The human behaviors, psychological mechanisms, and cultural mechanisms that cause human societies to function well do not necessarily require having the welfare of the society directly in mind, but neither do they resemble received economic view of individual utility maximization, which is usually conceptualized as monetary gain. In fact, the received economic view doesn’t even resemble that of Adam Smith, who invoked the metaphor of the invisible hand sparingly and outlined a more nuanced view of human sociality in his Theory of Moral Sentiments. Smith clearly understood the need for strong social institutions and “moral sentiments” to check the abuses of unregulated and purely self-interested social interactions, economic or otherwise. The modern economic concept of the invisible hand bears little resemblance to the full corpus of Smith’s thought.

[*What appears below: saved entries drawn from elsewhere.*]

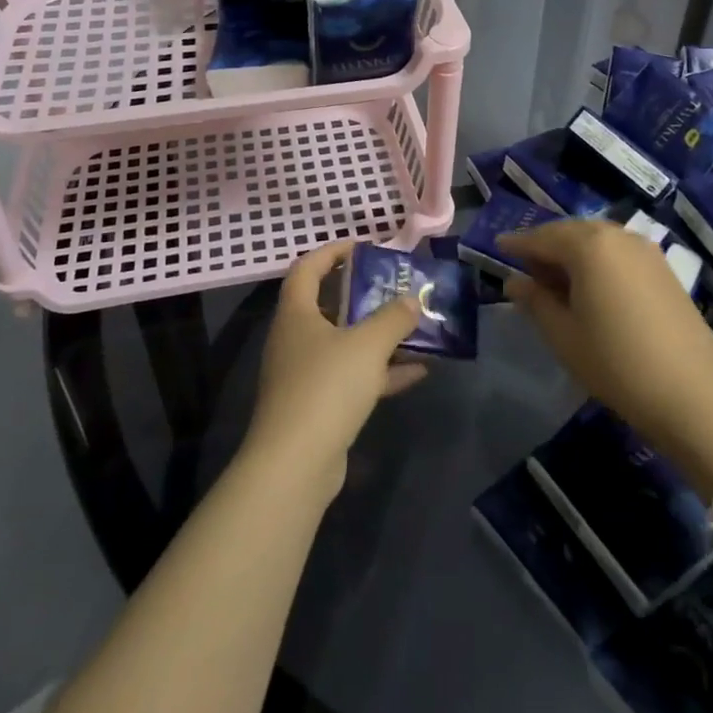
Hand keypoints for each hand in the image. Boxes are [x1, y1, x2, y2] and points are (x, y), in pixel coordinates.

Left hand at [242, 241, 428, 502]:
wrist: (294, 465)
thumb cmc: (326, 387)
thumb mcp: (367, 345)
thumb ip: (393, 317)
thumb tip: (412, 298)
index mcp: (296, 313)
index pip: (308, 267)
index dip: (333, 251)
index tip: (365, 247)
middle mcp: (295, 339)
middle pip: (329, 305)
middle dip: (364, 296)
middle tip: (396, 287)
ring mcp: (305, 375)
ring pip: (345, 344)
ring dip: (378, 336)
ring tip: (416, 327)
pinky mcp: (318, 407)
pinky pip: (352, 378)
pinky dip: (381, 373)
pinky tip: (418, 372)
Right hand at [501, 219, 712, 481]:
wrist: (694, 395)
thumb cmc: (616, 362)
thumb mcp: (563, 334)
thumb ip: (535, 300)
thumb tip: (514, 280)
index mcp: (588, 244)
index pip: (541, 237)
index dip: (517, 244)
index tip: (497, 246)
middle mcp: (617, 235)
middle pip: (571, 233)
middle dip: (546, 247)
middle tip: (524, 269)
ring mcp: (646, 250)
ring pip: (597, 241)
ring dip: (572, 255)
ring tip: (555, 282)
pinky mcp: (664, 269)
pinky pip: (618, 253)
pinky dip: (598, 262)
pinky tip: (591, 288)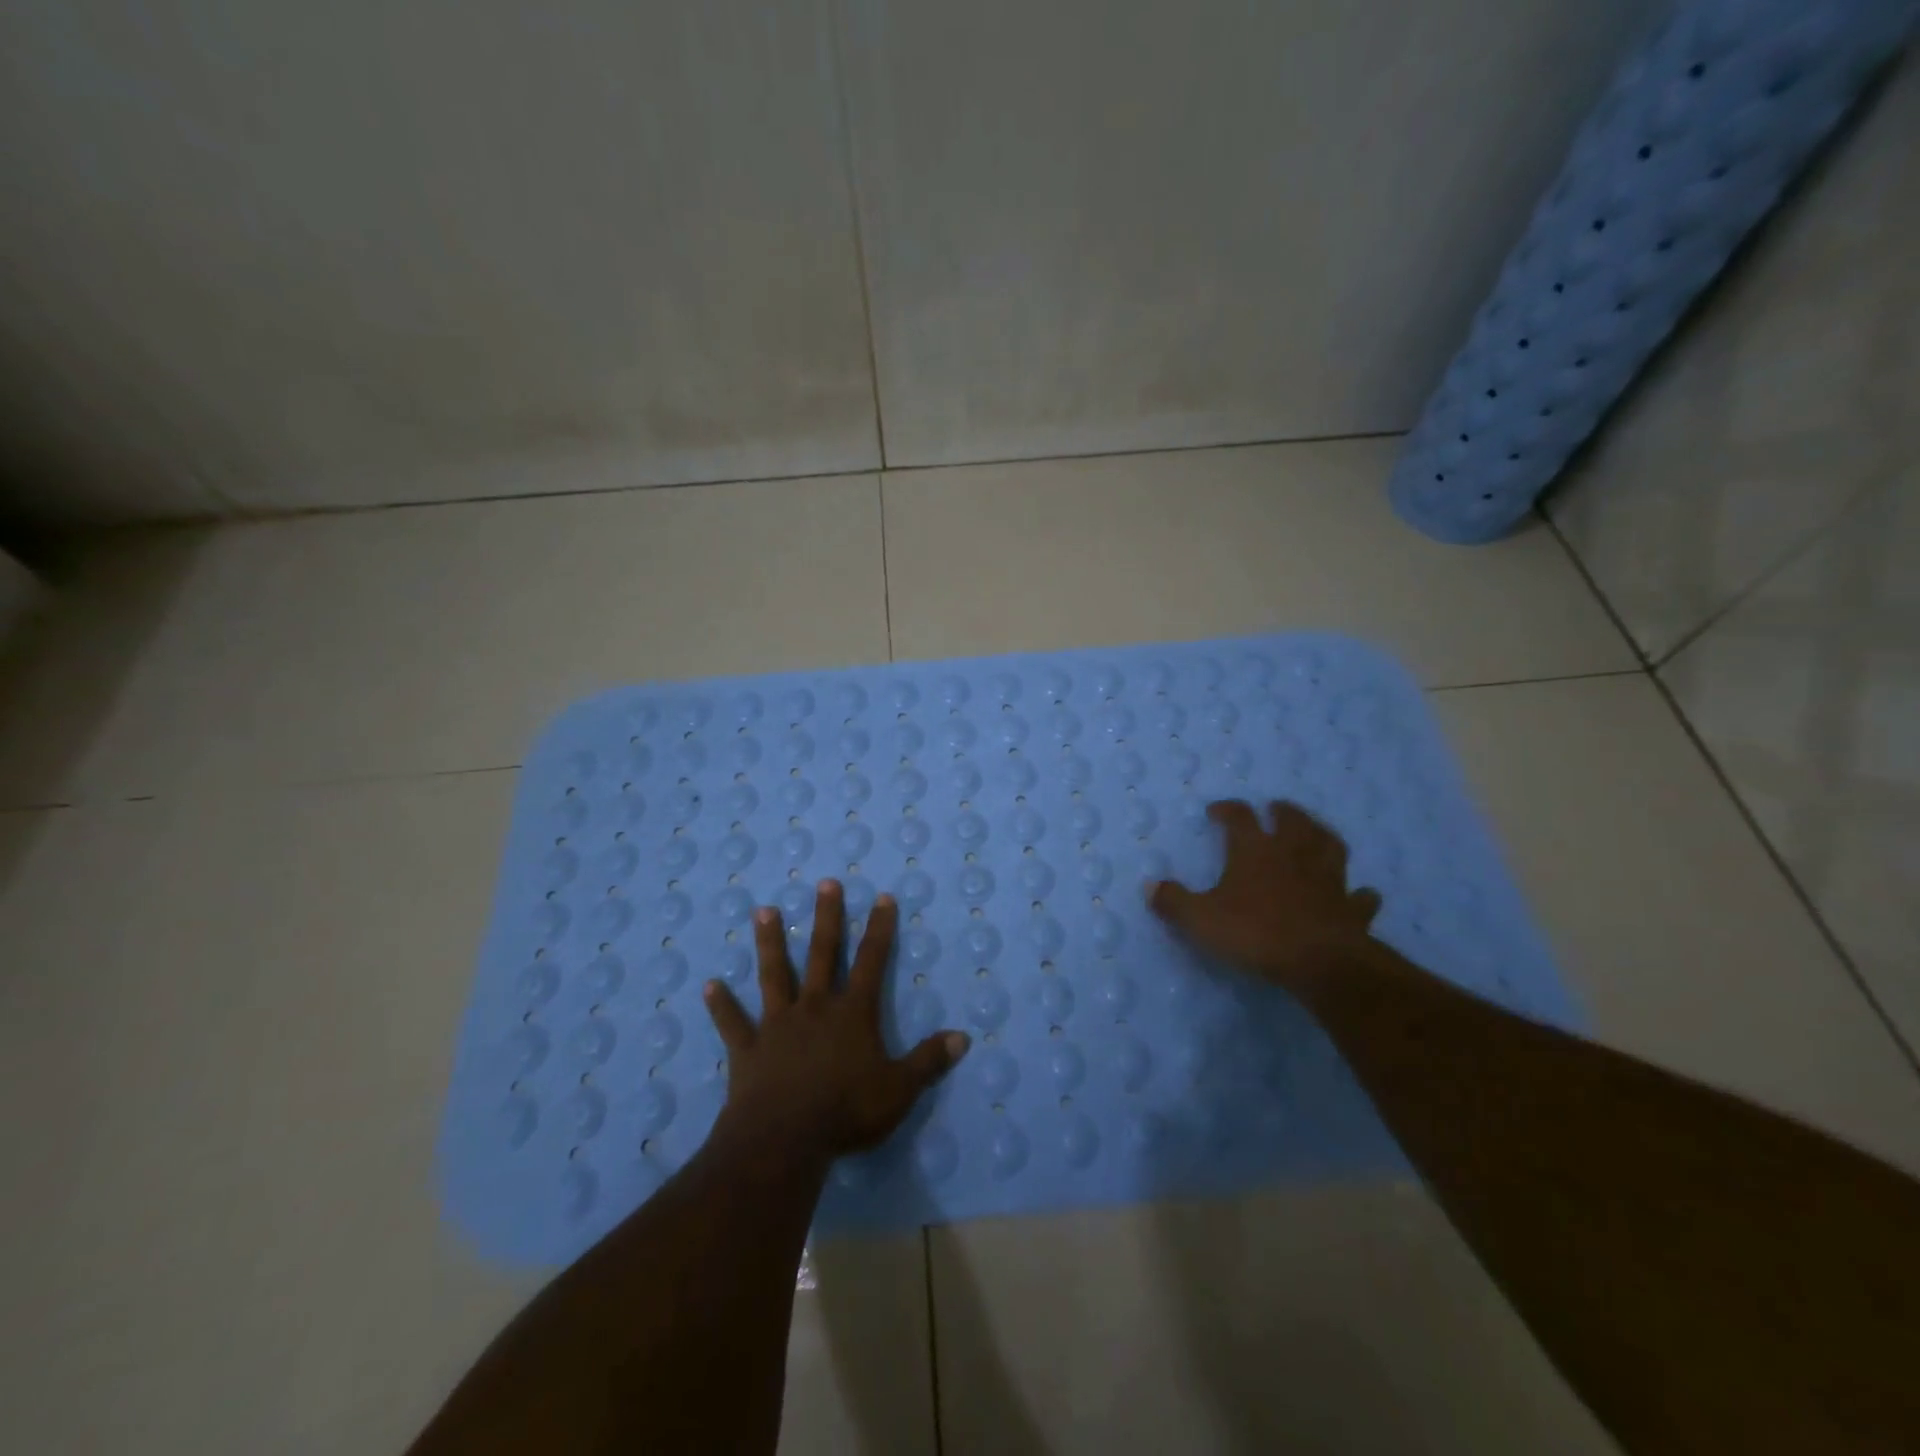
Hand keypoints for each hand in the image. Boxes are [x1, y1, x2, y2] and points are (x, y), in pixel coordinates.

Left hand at [702, 880, 969, 1166]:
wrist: (783, 1141)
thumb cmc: (846, 1112)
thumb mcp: (899, 1090)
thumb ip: (929, 1061)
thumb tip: (964, 1037)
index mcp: (852, 1014)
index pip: (872, 962)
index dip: (879, 929)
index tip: (882, 897)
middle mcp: (815, 1008)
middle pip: (822, 954)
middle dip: (826, 918)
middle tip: (825, 884)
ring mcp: (778, 1025)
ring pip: (774, 975)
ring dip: (770, 943)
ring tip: (763, 910)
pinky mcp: (748, 1050)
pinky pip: (733, 1023)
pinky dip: (722, 1005)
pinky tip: (709, 985)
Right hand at [1148, 800, 1383, 996]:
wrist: (1319, 961)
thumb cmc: (1255, 932)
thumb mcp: (1200, 919)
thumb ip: (1173, 902)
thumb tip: (1149, 887)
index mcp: (1255, 851)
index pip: (1240, 817)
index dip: (1228, 809)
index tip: (1217, 810)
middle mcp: (1293, 855)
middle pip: (1293, 821)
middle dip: (1283, 811)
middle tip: (1276, 807)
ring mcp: (1328, 879)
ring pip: (1330, 846)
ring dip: (1322, 836)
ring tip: (1316, 833)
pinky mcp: (1351, 909)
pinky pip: (1360, 897)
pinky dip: (1359, 893)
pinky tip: (1360, 893)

In short, evolutionary science provides a legitimate concept of the invisible hand, but one that is very different from the received version. Neoclassical economics was originally inspired by the ideal of Newtonian physics, as if there can be a complete mathematical description of human economies. It’s easy to understand the allure of this ideal, but it doesn’t even hold true for complex physical systems, not to speak of complex human social systems. Economists are very smart people, but when smart people take off in the wrong direction, they go a very long way. Evolutionary science provides a new starting point for the study of complex human social systems. Economists, politicians, and policy analysts of all stripes should take note, because Mother Nature alters the rules of multilevel selection for no one.